**Task instructions:**
With the entries below as the source, tally the lines that contain the string "paths" and give the number only.

Saved data entries:
━━━━━━━━━━

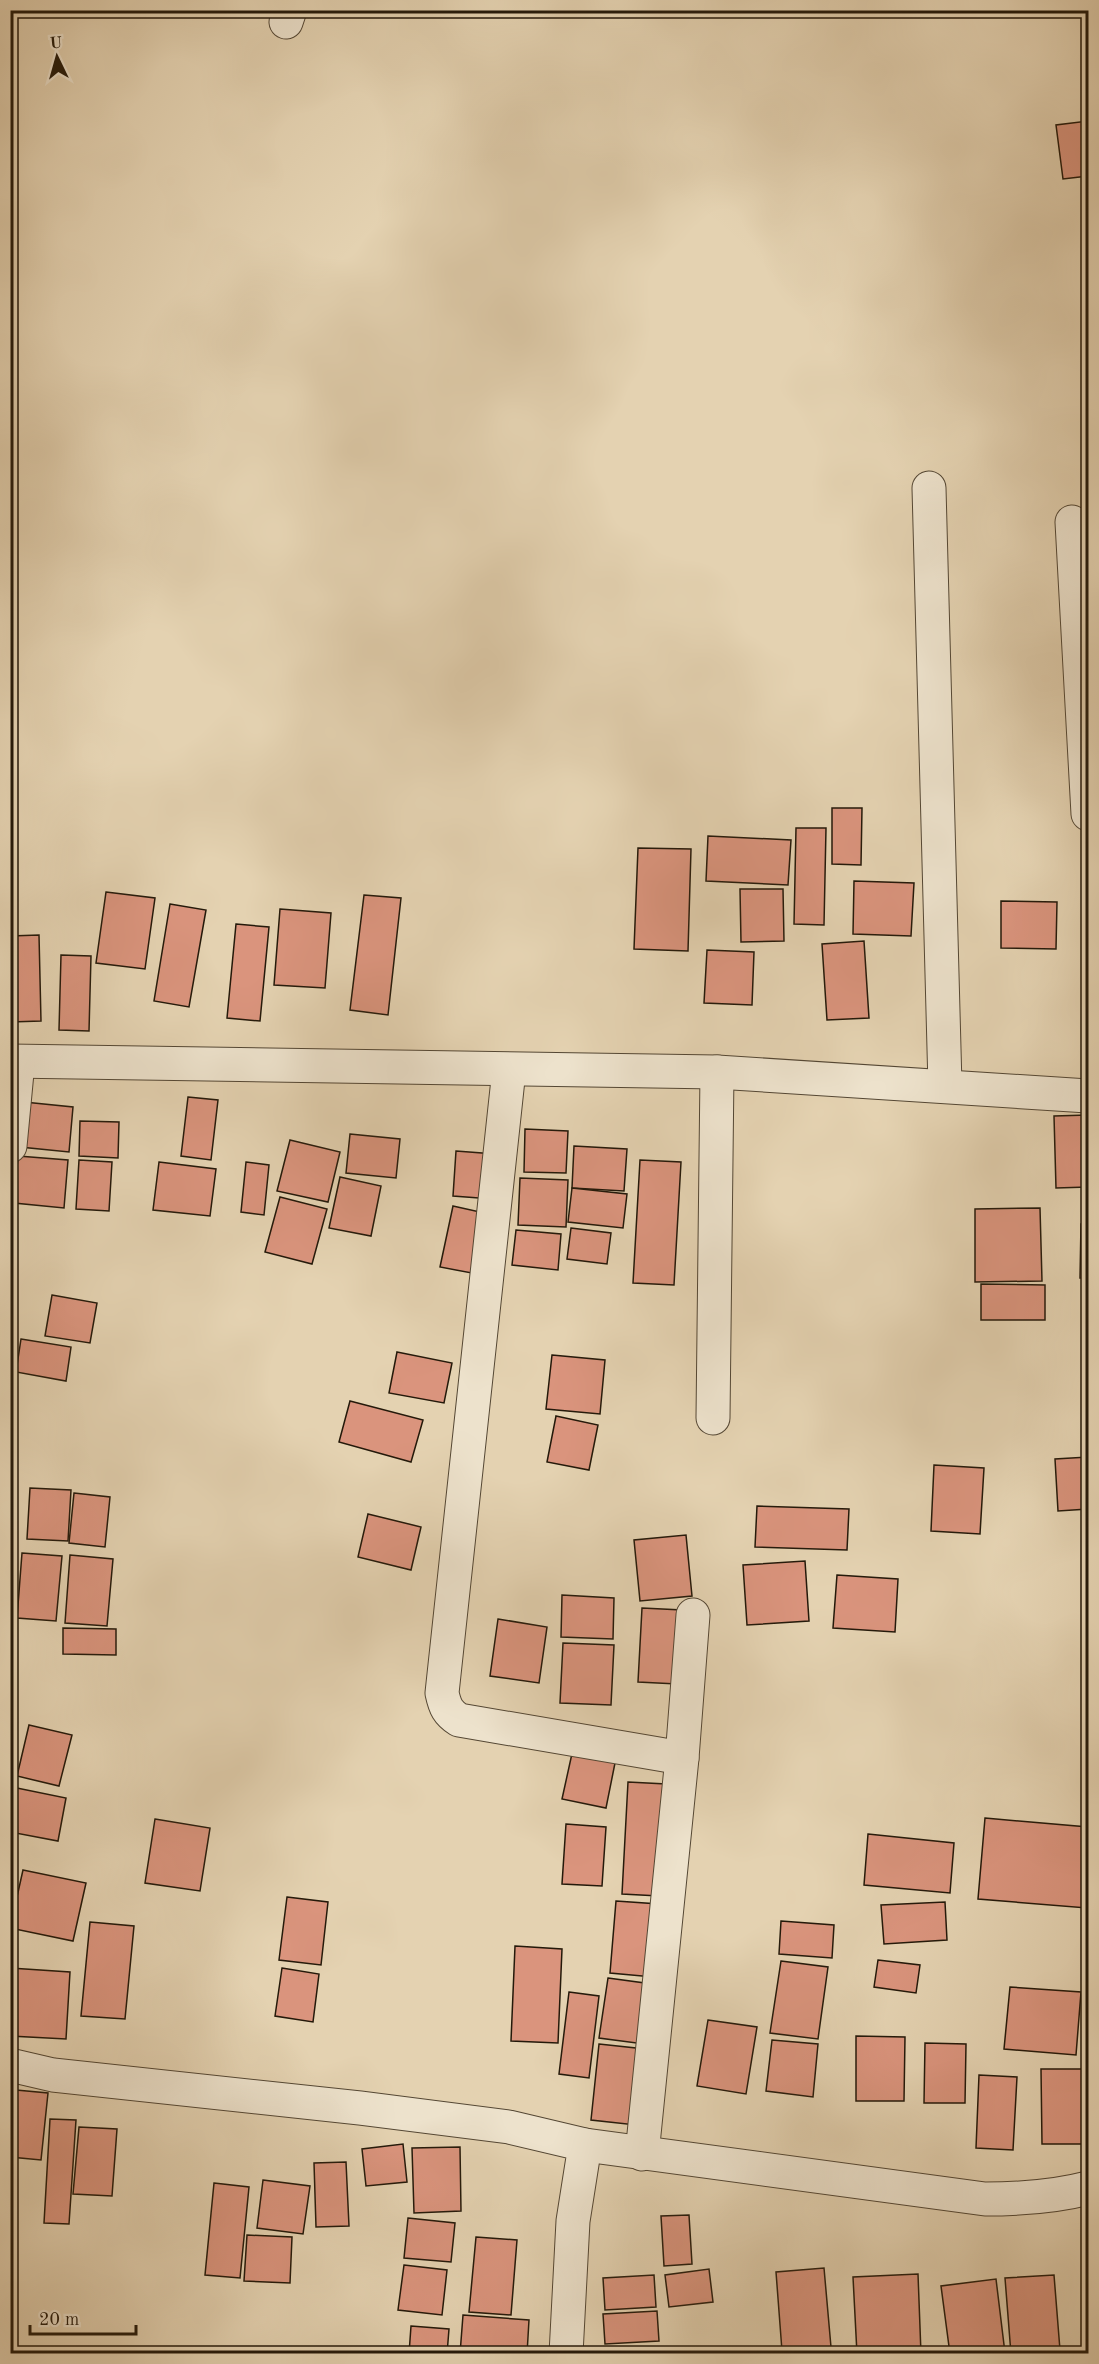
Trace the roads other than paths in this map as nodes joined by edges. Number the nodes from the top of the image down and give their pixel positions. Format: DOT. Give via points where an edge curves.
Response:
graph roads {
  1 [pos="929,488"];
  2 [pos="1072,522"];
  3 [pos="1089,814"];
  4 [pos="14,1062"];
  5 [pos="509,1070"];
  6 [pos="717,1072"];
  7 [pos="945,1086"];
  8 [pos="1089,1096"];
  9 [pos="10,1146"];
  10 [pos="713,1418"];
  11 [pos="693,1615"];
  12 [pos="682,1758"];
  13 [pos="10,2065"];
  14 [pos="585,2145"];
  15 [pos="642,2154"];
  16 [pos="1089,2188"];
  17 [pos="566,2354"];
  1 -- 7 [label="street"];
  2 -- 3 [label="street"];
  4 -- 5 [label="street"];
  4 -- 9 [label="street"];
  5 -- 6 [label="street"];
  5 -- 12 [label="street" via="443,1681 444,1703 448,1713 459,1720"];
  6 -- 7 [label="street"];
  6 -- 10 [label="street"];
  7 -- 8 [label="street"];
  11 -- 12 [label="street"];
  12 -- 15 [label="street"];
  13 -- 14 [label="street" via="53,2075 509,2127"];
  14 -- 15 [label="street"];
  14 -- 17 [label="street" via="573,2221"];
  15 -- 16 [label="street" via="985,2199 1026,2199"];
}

━━━━━━━━━━

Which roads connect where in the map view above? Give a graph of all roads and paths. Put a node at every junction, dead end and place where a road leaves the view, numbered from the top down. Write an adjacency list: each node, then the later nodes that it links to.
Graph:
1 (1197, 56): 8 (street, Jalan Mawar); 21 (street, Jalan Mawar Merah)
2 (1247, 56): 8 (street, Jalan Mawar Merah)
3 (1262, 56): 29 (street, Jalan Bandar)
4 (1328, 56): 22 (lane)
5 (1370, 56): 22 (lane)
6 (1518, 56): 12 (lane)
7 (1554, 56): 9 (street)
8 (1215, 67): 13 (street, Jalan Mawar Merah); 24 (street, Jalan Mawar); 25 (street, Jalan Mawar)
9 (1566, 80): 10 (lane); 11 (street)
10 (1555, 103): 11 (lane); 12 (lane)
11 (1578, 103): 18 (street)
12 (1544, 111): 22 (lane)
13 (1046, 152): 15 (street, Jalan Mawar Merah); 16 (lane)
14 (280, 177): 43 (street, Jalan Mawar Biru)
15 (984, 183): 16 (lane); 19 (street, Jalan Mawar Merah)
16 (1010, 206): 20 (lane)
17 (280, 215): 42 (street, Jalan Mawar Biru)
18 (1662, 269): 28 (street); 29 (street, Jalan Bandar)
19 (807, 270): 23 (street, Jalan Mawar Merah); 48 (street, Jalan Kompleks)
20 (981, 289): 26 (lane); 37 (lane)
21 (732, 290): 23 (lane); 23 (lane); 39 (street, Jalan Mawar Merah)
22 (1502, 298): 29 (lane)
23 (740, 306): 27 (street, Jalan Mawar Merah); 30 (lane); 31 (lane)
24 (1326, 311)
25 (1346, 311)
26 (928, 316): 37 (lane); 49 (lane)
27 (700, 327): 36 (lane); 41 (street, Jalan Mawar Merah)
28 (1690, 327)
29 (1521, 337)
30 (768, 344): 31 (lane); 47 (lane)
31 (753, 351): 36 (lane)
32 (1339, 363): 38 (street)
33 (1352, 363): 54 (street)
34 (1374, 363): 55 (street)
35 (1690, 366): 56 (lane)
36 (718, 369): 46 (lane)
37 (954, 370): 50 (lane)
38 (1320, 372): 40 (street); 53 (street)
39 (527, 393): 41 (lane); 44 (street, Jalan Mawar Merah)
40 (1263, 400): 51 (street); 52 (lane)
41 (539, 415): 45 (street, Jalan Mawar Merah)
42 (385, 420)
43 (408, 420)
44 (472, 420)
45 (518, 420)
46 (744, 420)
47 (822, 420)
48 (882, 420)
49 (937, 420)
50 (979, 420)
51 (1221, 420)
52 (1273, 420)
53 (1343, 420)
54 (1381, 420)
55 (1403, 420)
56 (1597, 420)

━━━━━━━━━━

**Expected answer:**
2